But the smart contract speculation in the world with blockchain can come into fashion, why not before? The problem is that although we understand the three strong use cases of bitcoin block chain (source, record and light financing between companies), we have not yet found the equivalent of AI Fang intelligent contract.
This does not mean that people lack the idea of applying intelligent contracts. On the contrary, many of these ideas are almost impossible to accomplish. You see, when the smart people hear the word "smart contracts", their imagination often goes out of the air. They are associated with automated intelligent software to integrate into the world and use their data to scrape together.
Unfortunately, the ideal of intelligent contracts is far more secular than these:
An intelligent contract is actually a piece of code that is stored on a block chain, triggered by block chain transactions.

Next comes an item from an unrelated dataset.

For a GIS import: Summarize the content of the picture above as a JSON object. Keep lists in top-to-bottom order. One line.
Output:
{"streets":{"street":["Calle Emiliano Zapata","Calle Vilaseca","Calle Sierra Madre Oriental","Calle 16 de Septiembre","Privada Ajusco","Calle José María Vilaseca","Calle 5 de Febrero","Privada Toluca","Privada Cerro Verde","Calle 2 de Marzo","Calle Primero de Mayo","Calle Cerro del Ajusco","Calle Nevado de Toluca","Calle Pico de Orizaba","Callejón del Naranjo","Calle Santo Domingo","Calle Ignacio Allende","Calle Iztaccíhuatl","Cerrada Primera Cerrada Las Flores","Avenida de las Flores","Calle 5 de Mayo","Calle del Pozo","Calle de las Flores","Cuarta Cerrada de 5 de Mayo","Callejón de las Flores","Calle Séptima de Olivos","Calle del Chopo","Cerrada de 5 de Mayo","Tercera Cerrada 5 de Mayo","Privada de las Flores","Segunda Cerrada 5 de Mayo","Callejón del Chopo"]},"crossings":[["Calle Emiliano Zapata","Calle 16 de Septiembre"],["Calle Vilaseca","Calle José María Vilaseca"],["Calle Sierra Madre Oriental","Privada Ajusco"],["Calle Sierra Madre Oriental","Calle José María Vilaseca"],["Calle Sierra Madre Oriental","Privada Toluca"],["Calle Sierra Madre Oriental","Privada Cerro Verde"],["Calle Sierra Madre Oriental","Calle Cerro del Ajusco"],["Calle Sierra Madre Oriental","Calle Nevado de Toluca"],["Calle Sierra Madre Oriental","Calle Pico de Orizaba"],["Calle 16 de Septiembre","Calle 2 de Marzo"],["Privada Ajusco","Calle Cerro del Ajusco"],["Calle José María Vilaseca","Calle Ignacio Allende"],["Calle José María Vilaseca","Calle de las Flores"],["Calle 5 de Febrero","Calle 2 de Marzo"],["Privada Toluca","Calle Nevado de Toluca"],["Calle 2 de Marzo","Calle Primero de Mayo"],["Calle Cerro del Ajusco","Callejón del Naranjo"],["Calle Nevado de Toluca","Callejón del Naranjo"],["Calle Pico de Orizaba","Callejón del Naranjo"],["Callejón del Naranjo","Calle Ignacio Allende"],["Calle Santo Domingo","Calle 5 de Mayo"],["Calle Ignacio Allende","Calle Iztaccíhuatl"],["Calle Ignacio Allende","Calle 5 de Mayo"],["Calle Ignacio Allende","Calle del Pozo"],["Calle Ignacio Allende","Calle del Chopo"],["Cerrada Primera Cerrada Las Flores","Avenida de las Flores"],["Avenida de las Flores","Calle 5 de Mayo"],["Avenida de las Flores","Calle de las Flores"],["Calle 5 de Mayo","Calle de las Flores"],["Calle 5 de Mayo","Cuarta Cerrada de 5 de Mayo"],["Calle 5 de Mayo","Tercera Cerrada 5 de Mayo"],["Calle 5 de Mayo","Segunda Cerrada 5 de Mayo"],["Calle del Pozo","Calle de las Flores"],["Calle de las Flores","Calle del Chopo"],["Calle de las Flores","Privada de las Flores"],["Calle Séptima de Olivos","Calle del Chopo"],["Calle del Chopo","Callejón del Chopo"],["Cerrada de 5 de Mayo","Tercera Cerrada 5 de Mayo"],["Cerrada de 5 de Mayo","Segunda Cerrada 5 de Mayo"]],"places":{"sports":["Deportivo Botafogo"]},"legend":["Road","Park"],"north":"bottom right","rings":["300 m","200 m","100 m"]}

It reads and writes data in the block chain database. This is an intelligent contract. It's true. An intelligent contract is just a string of code that runs on a block chain with a strange name and affects each other in the form of the block chain state. What is code? The code can be Pascal, Python, and PHP. It's Java, it's a Fortran speech, and it's C++. If we talk about the database, it is a stored procedure written in the extended SQL. All these words are fundamentally equivalent and deal with the same type of problem of the same variety. Of course, every language has its advantages and disadvantages - you must be crazy to use C to set up a website or to tighten high definition video with Ruby. But at least on the yardstick, you can, just you want. You have paid a heavy price for convenience and performance.
The problem of intelligent contracts is not only the exaggeration of people's hopes. It's the hope that many people spend time and money on ideas that can't be done. It seems that a large company must have enough resources to experience a long road -- when the senior managers meet a new technology and really understand its advantages and limitations. Maybe our own experience can help to shorten this time.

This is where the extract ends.